A downloadable game for Windows

What is Nil Rider?
You ride a unicycle and need to reach the goal triangles. The unicycle is powered only by the gravity. The twist is that the game takes place in a world with Nil geometry! You know those impossible staircases and waterfalls and triangles; Nil makes these possible. You gain speed simply by going in circles!

What is Nil?
Nil is a three-dimensional geometry. While in two-dimensional non-Euclidean geometries parallel lines converge (elliptic) or diverge (hyperbolic), in 3D they can also move in the third dimension.

More precisely, every point in Nil has well-defined North, South, East, West, Up, and Down directions. However, the up/down direction works different than in the Euclidean geometry: when you make a loop which would return you to the same place in the Euclidean geometry, its counterpart in Nil changes your vertical coordinate by the value proportional to the signed area of the loop projected on the NESW plane.

See this video for a more detailed explanation.

What do the instruments show?
The instrument with the blue arrow is the compass. It shows the current compass direction (NESW).

The instrument with the green arrow is the clinometer. If it points up, you are going up slope (and thus slowing down), if it points down, you are going down (and thus accelerating).

The gray line is the minimum camera angle (but the camera never goes below the current slope).

The instrument with the red arrow is the speed meter.
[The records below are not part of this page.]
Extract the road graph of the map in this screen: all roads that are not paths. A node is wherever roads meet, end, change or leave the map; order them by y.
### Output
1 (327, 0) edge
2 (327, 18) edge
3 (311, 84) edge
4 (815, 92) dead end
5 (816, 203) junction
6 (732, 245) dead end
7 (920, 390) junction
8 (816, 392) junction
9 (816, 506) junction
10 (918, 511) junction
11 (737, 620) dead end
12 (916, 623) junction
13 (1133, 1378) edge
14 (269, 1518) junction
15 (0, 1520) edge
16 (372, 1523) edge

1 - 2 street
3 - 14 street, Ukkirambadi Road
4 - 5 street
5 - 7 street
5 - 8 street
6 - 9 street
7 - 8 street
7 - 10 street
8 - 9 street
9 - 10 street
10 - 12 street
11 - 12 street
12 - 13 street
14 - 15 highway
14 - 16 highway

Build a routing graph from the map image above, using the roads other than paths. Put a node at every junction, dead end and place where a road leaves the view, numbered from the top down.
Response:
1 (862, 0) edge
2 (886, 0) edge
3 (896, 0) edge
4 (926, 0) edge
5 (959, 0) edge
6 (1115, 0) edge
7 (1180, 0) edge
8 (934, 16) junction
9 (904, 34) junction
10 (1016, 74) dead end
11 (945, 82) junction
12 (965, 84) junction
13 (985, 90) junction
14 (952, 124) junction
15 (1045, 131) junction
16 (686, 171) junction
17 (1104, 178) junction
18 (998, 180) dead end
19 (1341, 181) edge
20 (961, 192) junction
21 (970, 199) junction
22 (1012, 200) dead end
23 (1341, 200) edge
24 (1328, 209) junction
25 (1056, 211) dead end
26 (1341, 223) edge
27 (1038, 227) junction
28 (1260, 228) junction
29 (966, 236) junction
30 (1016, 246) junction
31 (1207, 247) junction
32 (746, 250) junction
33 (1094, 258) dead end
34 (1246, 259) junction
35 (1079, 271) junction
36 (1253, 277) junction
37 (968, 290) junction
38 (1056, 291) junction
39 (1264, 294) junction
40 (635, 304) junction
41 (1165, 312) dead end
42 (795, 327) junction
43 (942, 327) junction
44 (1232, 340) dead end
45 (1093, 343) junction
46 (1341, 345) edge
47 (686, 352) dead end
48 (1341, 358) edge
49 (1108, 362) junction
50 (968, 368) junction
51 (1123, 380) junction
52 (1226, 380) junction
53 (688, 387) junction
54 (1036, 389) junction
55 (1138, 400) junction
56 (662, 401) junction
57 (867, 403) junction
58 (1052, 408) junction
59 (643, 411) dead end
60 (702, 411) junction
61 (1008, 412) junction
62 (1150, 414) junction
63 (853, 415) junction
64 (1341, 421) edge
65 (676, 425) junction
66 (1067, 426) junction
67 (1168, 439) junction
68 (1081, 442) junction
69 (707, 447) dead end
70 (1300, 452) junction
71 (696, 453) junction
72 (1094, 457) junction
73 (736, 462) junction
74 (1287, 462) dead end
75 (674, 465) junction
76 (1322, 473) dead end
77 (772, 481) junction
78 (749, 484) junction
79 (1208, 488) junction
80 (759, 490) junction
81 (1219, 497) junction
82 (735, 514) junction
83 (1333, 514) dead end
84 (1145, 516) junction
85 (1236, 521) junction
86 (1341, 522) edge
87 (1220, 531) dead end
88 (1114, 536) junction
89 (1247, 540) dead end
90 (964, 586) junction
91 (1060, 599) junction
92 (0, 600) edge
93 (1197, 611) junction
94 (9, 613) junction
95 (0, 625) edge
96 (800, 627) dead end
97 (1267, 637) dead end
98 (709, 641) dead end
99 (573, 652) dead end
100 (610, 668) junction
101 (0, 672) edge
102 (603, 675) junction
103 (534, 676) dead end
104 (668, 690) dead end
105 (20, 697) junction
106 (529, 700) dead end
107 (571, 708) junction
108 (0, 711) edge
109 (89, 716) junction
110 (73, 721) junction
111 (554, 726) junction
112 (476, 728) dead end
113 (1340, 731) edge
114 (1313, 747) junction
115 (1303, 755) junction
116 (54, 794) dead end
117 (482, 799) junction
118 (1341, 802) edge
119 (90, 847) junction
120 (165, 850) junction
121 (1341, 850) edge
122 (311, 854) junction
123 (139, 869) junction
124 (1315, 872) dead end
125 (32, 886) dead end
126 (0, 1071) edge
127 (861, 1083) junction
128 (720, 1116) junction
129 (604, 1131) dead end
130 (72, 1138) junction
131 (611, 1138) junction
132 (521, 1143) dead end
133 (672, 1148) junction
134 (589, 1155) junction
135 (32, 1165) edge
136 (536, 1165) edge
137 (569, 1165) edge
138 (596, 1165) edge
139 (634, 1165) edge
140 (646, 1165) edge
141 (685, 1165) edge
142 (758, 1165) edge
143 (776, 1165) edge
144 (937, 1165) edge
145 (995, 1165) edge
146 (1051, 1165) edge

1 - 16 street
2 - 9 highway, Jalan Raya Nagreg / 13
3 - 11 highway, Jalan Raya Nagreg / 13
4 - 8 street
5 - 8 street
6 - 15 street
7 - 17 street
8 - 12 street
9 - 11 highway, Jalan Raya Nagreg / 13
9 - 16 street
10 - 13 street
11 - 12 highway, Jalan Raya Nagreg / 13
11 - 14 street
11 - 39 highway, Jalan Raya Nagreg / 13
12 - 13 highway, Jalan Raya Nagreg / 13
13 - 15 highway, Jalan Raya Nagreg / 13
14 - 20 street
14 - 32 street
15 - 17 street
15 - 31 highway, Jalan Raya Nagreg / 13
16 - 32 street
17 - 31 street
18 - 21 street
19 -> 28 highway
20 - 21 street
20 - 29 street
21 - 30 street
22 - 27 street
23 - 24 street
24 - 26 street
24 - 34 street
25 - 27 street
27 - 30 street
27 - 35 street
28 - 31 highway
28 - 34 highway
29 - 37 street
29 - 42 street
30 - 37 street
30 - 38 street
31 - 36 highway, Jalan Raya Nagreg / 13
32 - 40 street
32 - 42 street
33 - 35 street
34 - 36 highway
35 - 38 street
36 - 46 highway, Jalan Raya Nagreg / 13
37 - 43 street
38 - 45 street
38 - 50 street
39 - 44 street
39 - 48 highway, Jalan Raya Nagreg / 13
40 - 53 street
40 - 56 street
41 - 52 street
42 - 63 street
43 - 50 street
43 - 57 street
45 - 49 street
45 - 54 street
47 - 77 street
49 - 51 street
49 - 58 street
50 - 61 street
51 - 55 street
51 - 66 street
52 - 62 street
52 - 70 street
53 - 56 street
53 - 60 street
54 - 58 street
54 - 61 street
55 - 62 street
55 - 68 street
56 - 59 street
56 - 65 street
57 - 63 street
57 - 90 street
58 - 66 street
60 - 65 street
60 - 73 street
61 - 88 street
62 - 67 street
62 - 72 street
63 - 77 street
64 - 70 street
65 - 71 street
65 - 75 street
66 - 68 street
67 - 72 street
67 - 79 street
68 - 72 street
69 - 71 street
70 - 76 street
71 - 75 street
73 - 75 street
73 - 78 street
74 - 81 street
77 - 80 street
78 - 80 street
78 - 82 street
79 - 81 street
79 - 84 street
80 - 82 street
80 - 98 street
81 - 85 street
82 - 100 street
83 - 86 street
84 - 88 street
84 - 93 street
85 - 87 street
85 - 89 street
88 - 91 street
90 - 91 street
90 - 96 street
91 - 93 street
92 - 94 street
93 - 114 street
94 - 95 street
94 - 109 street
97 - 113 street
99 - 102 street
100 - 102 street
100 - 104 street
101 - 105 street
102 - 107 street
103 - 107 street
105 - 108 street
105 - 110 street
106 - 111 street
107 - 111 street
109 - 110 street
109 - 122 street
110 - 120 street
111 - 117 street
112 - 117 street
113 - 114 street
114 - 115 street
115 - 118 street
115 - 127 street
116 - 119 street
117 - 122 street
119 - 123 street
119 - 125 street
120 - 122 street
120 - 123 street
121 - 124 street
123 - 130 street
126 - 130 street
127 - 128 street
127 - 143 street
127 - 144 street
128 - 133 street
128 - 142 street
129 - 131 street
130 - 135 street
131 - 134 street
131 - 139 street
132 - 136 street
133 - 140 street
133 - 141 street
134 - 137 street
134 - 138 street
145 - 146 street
It shows the current kinetic energy (proportional to speed squared).

Kinetic energy? I thought the law of conservation of energy did not work here?
It kind of does work -- if you return to the same location, your kinetic energy changes by the signed area of the loop (projected on the NESW plane). In most levels, the unit of energy (as shown on the speed meter) is a square (16x16 pixels).

How is Nil rendered?
The world is viewed as it would be seen by a camera that was in our simulated world, assuming Fermat's principle (that the light travels along geodesics, i.e., locally shortest lines). Most geodesics in Nil are helical. (See this paper for more details.)

How do objects (roads, fields, houses) affect the movement?
Houses (those with Penrose staircases on top of them) block your way, your run ends if you crash into them.

Other objects do not affect the game in any way. They are there just to help you to know where you are, and for cool visual effects.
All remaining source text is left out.